• **Data for this exercise**

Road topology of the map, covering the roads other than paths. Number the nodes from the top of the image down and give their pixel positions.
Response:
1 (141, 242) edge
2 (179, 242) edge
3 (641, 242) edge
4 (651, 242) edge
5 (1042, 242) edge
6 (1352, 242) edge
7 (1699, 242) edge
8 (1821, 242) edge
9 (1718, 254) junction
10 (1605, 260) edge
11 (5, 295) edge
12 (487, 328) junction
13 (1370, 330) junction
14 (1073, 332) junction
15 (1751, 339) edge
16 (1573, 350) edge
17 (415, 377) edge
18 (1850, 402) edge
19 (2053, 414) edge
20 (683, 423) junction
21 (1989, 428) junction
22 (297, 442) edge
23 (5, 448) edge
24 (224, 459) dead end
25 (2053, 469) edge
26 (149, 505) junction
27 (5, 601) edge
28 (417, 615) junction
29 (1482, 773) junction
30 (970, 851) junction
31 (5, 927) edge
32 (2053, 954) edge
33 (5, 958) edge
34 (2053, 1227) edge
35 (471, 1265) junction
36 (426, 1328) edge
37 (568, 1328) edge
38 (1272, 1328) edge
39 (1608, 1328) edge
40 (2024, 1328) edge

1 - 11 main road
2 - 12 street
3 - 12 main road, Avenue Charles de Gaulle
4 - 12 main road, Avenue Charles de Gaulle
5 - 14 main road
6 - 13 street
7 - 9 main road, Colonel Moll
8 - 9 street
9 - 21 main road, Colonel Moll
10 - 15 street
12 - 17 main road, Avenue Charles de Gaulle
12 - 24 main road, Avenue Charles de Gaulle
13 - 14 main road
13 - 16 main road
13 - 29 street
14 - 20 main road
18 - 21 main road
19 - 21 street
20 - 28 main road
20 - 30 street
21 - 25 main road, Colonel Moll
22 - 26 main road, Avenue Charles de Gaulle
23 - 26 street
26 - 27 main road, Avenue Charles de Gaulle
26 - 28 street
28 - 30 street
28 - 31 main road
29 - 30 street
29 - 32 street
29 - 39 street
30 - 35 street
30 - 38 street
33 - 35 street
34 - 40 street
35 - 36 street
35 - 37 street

• **Your task**
All of the material, start to finish, should be retyped exactly.

• **Answer box**
Road topology of the map, covering the roads other than paths. Number the nodes from the top of the image down and give their pixel positions.
Response:
1 (141, 242) edge
2 (179, 242) edge
3 (641, 242) edge
4 (651, 242) edge
5 (1042, 242) edge
6 (1352, 242) edge
7 (1699, 242) edge
8 (1821, 242) edge
9 (1718, 254) junction
10 (1605, 260) edge
11 (5, 295) edge
12 (487, 328) junction
13 (1370, 330) junction
14 (1073, 332) junction
15 (1751, 339) edge
16 (1573, 350) edge
17 (415, 377) edge
18 (1850, 402) edge
19 (2053, 414) edge
20 (683, 423) junction
21 (1989, 428) junction
22 (297, 442) edge
23 (5, 448) edge
24 (224, 459) dead end
25 (2053, 469) edge
26 (149, 505) junction
27 (5, 601) edge
28 (417, 615) junction
29 (1482, 773) junction
30 (970, 851) junction
31 (5, 927) edge
32 (2053, 954) edge
33 (5, 958) edge
34 (2053, 1227) edge
35 (471, 1265) junction
36 (426, 1328) edge
37 (568, 1328) edge
38 (1272, 1328) edge
39 (1608, 1328) edge
40 (2024, 1328) edge

1 - 11 main road
2 - 12 street
3 - 12 main road, Avenue Charles de Gaulle
4 - 12 main road, Avenue Charles de Gaulle
5 - 14 main road
6 - 13 street
7 - 9 main road, Colonel Moll
8 - 9 street
9 - 21 main road, Colonel Moll
10 - 15 street
12 - 17 main road, Avenue Charles de Gaulle
12 - 24 main road, Avenue Charles de Gaulle
13 - 14 main road
13 - 16 main road
13 - 29 street
14 - 20 main road
18 - 21 main road
19 - 21 street
20 - 28 main road
20 - 30 street
21 - 25 main road, Colonel Moll
22 - 26 main road, Avenue Charles de Gaulle
23 - 26 street
26 - 27 main road, Avenue Charles de Gaulle
26 - 28 street
28 - 30 street
28 - 31 main road
29 - 30 street
29 - 32 street
29 - 39 street
30 - 35 street
30 - 38 street
33 - 35 street
34 - 40 street
35 - 36 street
35 - 37 street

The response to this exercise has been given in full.